Cabe aclarar que exaltaba con agudeza los atributos de ciertas damas y jamás se guardaba una muestra de admiración que mereciese ser prodigada. Más de una vez le sorprendí bromeando acerca de los cuidados que le daban (y que él quería que le dieran) las enfermeras en el Hospital Presidente Perón.
Sin embargo en esta última exposición, reveló algo que algunos ya sospechan: la mujer que amamos es quizá aquella que comparte con nosotros los mismos sueños, los mismos desvelos o, en palabras de Ismael Serrano, los mismos miedos, la búsqueda de aquella cinta con la cual atar el tiempo y la pesada carga de arrastrar una cadena de sueños.

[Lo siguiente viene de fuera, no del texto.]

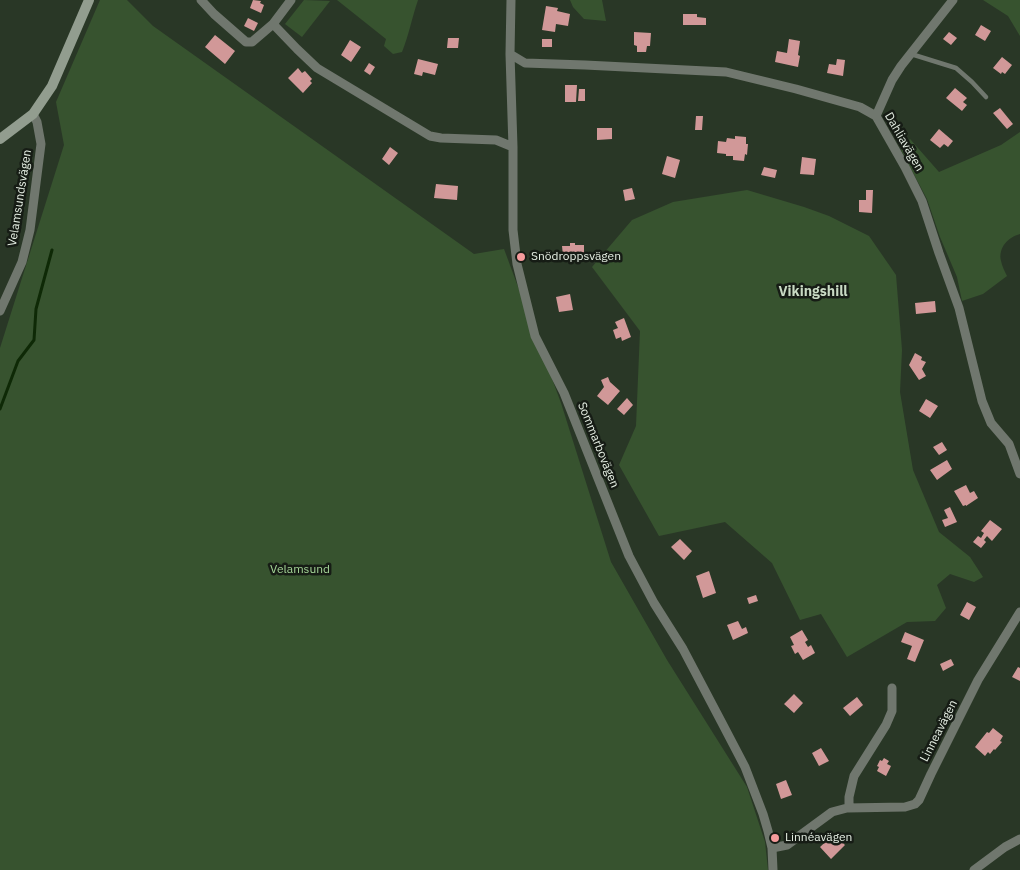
<!DOCTYPE html>
<meta charset="utf-8">
<style>
body{margin:0}
canvas{display:block;background:#293726}
</style>
<canvas width="1020" height="870"></canvas>
<script>
const g = document.querySelector('canvas').getContext('2d');
g.lineJoin = 'round';
function fill(path, color) {
  g.fillStyle = color;
  g.fill(path, 'evenodd');
}
function strokePath(path, color, width, dash) {
  g.strokeStyle = color;
  g.lineWidth = width;
  g.lineCap = dash ? 'butt' : 'round';
  g.setLineDash(dash || []);
  g.stroke(path);
}
function write(font, color, halo, rows, align = 'center') {
  g.font = font + ' "IBM Plex Sans",sans-serif';
  g.lineWidth = 5;
  g.setLineDash([]);
  g.textBaseline = 'middle';
  g.strokeStyle = halo;
  g.fillStyle = color;
  for (const [text, x, y, turn = 0] of rows) {
    g.save();
    g.translate(x, y);
    g.rotate((+turn || 0) * Math.PI / 180);
    g.textAlign = isNaN(turn) ? turn : align;
    if (halo) g.strokeText(text, 0, 0);
    g.fillText(text, 0, 0);
    g.restore();
  }
}
fill(new Path2D(`
 M100,0h27l26,26 321,228 30,-5 57,154 50,159 56,98 80,127 18,55 3,28h-768v-522l64,-203 -8,-43z
 M304,0l26,1 -28,36 -17,-13z
 M337,0h81c-6,17 -9,35 -16,52l-9,2 -9,-8 2,-7z
 M570,0h32l4,21 -22,-2 -11,-12z
 M983,0h37v36l-12,-20z
 M1020,132v102c-12,3 -22,14 -19,27 1,5 4,11 6,15l-24,18 -21,7 -5,-24 -17,-40 -13,-38 -26,-49 9,-11 29,33 62,-27z
 M747,190l57,17 25,9 40,20 27,39 6,75 -2,42 13,78 26,62 31,25 13,20 -9,5 -24,-8 -13,11 9,23 -11,13 -28,1 -60,35 -26,-43 -21,6 -28,-57 -47,-41 -66,14 -40,-71 17,-39 4,-95 -48,-64 40,-47 41,-18z`), '#37532f');
strokePath(new Path2D(`
 M0,409l18,-48 16,-21 2,-31 16,-59`), '#0e2906', 3);
fill(new Path2D(`
 M253,0l8,1 -1,2 4,2 -3,8 -11,-5z
 M546,6l12,2 -1,3 13,3 -2,12 -12,-2 -1,8 -13,-2z
 M683,14h14v3l9,1v7h-23z
 M248,18l10,5 -4,8 -10,-5z
 M981,25l10,6 -6,10 -10,-6z
 M634,32l17,1 -1,13h-3l-1,6h-9v-6l-3,-1z
 M949,32l8,6 -6,7 -8,-6z
 M215,35l20,16 -10,13 -20,-17z
 M448,38h11l-1,10h-11z
 M542,39h10v8h-10z
 M789,39l11,2 -2,14 2,1 -2,11 -23,-5 2,-11 10,2z
 M350,40l11,7 -10,15 -10,-7z
 M1002,57l10,8 -7,9 -3,-2 -1,2 -8,-6z
 M418,59l20,5 -3,11 -12,-3 -1,4 -8,-2z
 M837,59l8,1 -2,16 -16,-3 2,-9 7,1z
 M369,63l6,4 -5,8 -6,-4z
 M298,68l4,5 3,-2 7,8 -2,2 2,2 -9,10 -15,-15z
 M565,85h12l-1,17h-11z
 M955,88l12,10 -4,4 4,3 -5,6 -16,-13z
 M579,89h6v12h-7z
 M1000,108l13,16 -6,5 -14,-16z
 M696,116h7l-1,14h-7z
 M597,128h15v11l-15,1z
 M939,129l14,12 -5,6 -4,-3 -4,4 -10,-8z
 M735,136l11,1v7h2l-1,11 -2,-1 -1,7 -11,-1v-4h-7v-2l-9,-1 1,-12 8,1 1,-4 8,1z
 M390,147l8,6 -9,12 -7,-6z
 M667,156l13,4 -5,18 -13,-4z
 M802,157l14,2 -2,16 -14,-1z
 M764,167l13,3 -2,8 -14,-3z
 M436,184l22,2 -1,14 -23,-2z
 M632,188l3,11 -10,2 -2,-11z
 M866,190h7l-1,23 -13,-1v-12h7z
 M570,243h5v2h9v10l-21,1 -1,-10h8z
 M570,294l3,16 -14,2 -3,-15z
 M935,301l1,11 -20,2 -1,-11z
 M624,318l7,19 -9,4 -1,-4 -5,2 -3,-9 5,-2 -3,-6z
 M915,353l7,4 -1,3 5,2 -4,7 4,7 -7,4 -10,-15z
 M608,377l2,5 10,9 -12,14 -11,-9 7,-9 -3,-7z
 M627,398l6,7 -9,10 -7,-6z
 M926,399l12,7 -8,12 -11,-7z
 M942,442l5,8 -8,5 -6,-8z
 M947,460l5,9 -15,11 -7,-10z
 M966,485l4,8 4,-2 4,7 -12,8v-1l-3,1 -9,-15z
 M950,507l7,15 -12,5 -3,-7 6,-2 -4,-8z
 M990,520l12,9 -10,12 -5,-5 -3,4 2,2 -5,6 -8,-6 5,-6 3,2 3,-5 -3,-2z
 M680,539l12,12 -8,9 -13,-13z
 M709,571l7,22 -13,5 -7,-22z
 M756,595l2,6 -9,3 -2,-6z
 M967,602l9,5 -7,13 -9,-5z
 M738,621l4,8 4,-2 2,6 -15,7 -6,-15z
 M802,630l6,10 -3,2 3,5 3,-2 4,8 -12,7 -5,-8 -3,2 -4,-8 3,-1 -4,-8z
 M905,632l19,8 -9,22 -8,-3 5,-13 -11,-4z
 M951,659l3,6 -11,6 -3,-7z
 M1018,667l2,1v13l-8,-4z
 M794,694l9,9 -9,10 -10,-9z
 M857,697l6,8 -13,11 -7,-8z
 M993,728l10,8 -3,5 2,1 -7,8 -1,-1 -4,5 -2,-2 -3,4 -10,-9 12,-15 2,1z
 M821,748l8,13 -10,5 -7,-13z
 M884,758l5,3 -2,3 4,2 -5,10 -9,-5 2,-4 -2,-1 3,-6 2,1z
 M786,780l6,15 -11,4 -5,-15z
 M834,834l11,11 -14,14 -11,-12z`), '#d19898');
strokePath(new Path2D(`
 M911,54l45,14 16,14 14,15`), '#70776e', 4.5);
strokePath(new Path2D(`
 M201,0l13,14 32,28h6l21,-18
 M291,0l-18,24 24,25 20,19 113,68 11,2 55,2 17,7
 M511,0l-1,54 3,93v83l4,34 18,72 29,57 65,163 25,47 29,46 39,74 23,44 18,47 5,17 4,17 1,22
 M510,54l15,9 60,2 141,7 70,17 64,18 16,9 29,51 17,34 17,52 20,55 23,93 9,22 18,21 11,30
 M876,116l16,-36 9,-14 52,-66
 M0,311l22,-49 8,-32 11,-86 -4,-22 -4,-8
 M849,808v-11l5,-21 32,-51 6,-14v-23
 M772,848l15,-3 45,-33 15,-4 58,-1 10,-3 4,-4 12,-26 47,-94 42,-68
 M974,870l31,-23 15,-8`), '#70776e', 9);
strokePath(new Path2D(`
 M0,139l33,-25 19,-28 37,-86`), '#929d8f', 10);
for (const [x, y, r, color] of [
 [521,257,5,"#f59b9c"],
 [775,838,5,"#f59b9c"]
]) {
  const dot = new Path2D();
  dot.arc(x, y, r, 0, 2 * Math.PI);
  g.fillStyle = color;
  g.fill(dot);
  strokePath(dot, '#161c15', 2);
}
write('12px', '#e6efe4', '#161c15', [
 ["Dahliavägen",904,142,60],
 ["Velamsundsvägen",20,198,-81],
 ["Sommarbovägen",598,445,68],
 ["Linneavägen",939,731,-63]
]);
write('12px', '#e6efe4', '#161c15', [
 ["Snödroppsvägen",531,257],
 ["Linnéavägen",785,838]
], 'left');
write('12px', '#a4d497', '#161c15', [
 ["Velamsund",300,570]
]);
write('bold 14px', '#c9dac4', '#161c15', [
 ["Vikingshill",813,292]
]);
</script>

Y si no fuera así, al menos yo quisiera creer que esa imposición también está en mi ánimo, que quizá cierta propensión me llevará a concretarla con el asedio de antiguos temores y de antiguas precauciones infantiles.
Todo esto que he expuesto quizá sea inverificable pero la elección de ese alegato, es mi tesoro particular.
Y advierto que no solo la elección, sino el cometido de quien las dispensó para suscitar nuestro gozo o nuestra certeza, es el acto memorable y maravilloso.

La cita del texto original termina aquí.